What does it even mean anyways? I feel like it’s a cop out when people have nothing else to say about some terrible situation.
“Oh your husband is gone? Patience is a virtue.”
“Oh you still want to lose 30 pounds? Patience is a virtue.”
“You haven’t heard back about the job yet? Patience is a virtue.”
Well I have to tell you, sometimes I get sick of being patient and even more sick of hearing about patience being a virtue.
But all joking aside, I think patience is one of the biggest things I struggle with. I’ve always had a quick temper (thanks Italian blood) but I just can’t seem to give people the benefit of the doubt. This is a terrible flaw and although I’ve been working extremely hard at it, I swear something happens at least once a day where I just shake my head and ask “why me?”
Being a mother is the biggest test of patience I’ve had yet. Well actually, maybe it’s been being a military wife. And since I took on both of those roles around the same time, I’ve still been struggling and adjusting to letting things roll and happen how they are supposed to happen.
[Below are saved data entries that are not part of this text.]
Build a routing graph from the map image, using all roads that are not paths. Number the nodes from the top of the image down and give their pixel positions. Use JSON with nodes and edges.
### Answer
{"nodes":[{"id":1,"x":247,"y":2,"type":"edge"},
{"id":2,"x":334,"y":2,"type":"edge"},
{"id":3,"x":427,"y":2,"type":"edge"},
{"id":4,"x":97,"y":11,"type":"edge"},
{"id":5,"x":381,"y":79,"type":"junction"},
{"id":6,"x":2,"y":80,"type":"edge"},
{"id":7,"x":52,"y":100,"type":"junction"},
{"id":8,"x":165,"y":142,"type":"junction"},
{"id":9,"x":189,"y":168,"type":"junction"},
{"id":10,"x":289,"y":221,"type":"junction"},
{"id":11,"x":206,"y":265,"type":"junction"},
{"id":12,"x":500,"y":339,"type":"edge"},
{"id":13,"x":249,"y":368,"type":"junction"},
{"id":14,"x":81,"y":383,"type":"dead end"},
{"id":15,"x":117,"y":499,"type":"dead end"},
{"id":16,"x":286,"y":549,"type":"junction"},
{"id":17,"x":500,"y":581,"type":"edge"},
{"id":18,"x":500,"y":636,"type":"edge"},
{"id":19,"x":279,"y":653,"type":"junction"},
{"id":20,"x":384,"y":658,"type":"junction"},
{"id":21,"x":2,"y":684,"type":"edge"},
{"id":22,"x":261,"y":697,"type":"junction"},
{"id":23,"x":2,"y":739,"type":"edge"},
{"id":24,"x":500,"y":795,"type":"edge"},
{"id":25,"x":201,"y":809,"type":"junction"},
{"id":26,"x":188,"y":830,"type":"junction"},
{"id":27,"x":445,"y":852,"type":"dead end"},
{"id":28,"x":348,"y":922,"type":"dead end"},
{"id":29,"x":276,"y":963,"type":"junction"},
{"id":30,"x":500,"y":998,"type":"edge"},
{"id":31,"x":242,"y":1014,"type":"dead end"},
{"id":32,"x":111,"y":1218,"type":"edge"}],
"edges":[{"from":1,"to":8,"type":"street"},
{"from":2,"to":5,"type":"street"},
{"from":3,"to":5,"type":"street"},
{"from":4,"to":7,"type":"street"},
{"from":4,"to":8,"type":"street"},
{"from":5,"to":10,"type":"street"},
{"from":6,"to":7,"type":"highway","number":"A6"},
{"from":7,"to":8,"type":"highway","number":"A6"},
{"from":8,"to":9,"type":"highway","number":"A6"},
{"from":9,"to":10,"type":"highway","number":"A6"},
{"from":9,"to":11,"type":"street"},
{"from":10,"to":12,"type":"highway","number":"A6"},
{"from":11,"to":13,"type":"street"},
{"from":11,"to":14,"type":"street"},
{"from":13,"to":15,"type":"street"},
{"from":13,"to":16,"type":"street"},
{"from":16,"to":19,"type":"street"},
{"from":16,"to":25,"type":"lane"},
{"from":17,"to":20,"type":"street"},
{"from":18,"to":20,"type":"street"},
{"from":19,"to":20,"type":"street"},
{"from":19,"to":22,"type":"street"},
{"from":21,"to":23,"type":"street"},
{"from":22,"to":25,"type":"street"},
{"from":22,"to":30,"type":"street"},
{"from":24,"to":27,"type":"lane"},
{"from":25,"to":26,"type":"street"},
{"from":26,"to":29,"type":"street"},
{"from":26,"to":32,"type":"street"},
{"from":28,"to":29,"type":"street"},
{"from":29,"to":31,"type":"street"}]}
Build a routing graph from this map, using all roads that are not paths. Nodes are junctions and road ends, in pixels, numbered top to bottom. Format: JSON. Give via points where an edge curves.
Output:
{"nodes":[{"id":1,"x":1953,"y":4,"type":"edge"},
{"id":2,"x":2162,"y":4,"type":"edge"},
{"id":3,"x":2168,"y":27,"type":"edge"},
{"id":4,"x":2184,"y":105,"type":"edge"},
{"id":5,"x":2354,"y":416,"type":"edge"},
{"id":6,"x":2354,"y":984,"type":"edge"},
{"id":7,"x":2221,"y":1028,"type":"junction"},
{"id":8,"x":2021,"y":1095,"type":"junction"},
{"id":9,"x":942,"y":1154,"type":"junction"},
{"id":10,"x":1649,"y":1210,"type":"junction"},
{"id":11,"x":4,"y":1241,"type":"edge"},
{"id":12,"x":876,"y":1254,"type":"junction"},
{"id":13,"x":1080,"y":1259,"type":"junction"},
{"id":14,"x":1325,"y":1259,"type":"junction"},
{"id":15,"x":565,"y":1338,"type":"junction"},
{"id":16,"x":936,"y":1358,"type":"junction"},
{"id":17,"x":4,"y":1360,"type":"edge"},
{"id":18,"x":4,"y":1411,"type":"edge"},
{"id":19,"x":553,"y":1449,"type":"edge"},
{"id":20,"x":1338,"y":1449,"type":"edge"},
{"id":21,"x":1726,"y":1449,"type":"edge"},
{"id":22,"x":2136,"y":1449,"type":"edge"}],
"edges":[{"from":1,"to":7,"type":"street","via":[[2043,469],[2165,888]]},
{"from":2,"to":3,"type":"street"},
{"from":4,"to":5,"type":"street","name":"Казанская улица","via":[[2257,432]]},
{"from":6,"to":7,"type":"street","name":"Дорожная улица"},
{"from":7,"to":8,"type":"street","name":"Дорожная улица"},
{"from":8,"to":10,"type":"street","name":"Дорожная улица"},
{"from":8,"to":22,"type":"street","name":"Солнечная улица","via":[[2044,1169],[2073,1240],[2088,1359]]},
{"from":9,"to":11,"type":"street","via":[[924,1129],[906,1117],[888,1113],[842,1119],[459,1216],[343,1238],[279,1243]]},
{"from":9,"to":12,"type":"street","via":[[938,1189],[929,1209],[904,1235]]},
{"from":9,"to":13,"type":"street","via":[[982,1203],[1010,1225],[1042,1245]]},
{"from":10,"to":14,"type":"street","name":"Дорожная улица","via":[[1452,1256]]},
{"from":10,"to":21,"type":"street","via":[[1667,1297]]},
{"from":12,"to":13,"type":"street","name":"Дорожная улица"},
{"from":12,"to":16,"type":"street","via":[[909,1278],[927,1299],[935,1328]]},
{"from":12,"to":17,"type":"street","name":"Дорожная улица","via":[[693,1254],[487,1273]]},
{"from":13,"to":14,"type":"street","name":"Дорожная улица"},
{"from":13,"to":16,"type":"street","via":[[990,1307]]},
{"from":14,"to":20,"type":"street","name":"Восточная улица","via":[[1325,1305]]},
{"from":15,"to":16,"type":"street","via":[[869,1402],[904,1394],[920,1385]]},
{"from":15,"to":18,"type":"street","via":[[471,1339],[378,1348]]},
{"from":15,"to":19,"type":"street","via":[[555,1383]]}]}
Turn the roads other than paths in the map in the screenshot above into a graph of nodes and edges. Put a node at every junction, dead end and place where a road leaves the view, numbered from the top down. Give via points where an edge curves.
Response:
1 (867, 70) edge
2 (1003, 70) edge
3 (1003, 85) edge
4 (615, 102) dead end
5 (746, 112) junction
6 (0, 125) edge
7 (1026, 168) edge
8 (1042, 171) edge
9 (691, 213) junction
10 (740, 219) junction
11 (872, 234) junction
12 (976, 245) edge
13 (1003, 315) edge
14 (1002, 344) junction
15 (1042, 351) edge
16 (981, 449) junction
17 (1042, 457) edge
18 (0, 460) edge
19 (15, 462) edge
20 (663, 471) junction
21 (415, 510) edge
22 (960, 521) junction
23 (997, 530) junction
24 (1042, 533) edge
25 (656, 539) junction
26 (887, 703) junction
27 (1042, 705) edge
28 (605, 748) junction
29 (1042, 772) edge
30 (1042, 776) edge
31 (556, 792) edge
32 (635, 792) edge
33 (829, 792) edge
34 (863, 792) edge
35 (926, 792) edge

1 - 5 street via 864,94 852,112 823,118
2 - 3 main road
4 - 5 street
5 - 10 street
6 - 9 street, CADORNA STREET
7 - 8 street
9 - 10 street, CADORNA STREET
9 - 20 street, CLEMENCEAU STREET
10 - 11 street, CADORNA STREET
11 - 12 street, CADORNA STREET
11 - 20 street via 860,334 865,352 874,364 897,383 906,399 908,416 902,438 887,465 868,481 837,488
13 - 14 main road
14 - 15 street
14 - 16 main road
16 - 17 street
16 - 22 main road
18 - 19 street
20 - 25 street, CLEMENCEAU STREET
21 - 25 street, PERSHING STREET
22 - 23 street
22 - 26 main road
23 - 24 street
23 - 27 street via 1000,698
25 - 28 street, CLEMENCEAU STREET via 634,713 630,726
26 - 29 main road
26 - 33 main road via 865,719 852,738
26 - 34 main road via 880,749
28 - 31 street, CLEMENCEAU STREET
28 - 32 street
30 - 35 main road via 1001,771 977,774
And my biggest problem with all of this patience nonsense? I feel guilty. I will lose my temper so quickly, yell, get mad, and then be over it an hour later. I hate the fact that I lose my temper so easily and wish I knew how to avoid that all together. When Nolan is finally asleep for the day and I see this peaceful little munchkin snuggling up next to me, I forget how terrible he was before nap time or that someone made an idiotic comment earlier that day. Nothing else matters in that moment.
This isn’t meant to come off as ungrateful or to throw myself a pity party; I think if you know me at all, you know I love my life and love being a wife and mommy. But as one of my biggest flaws, I’m looking for advice. Because to be honest with you, I want your opinion on how to be more patient. I think this is something a lot of people struggle with but others, pshh you’d think they were the spokesperson for patience being a virtue.
So mommies, friends, wives, anyone… what’s the secret to patience? How do you keep your cool?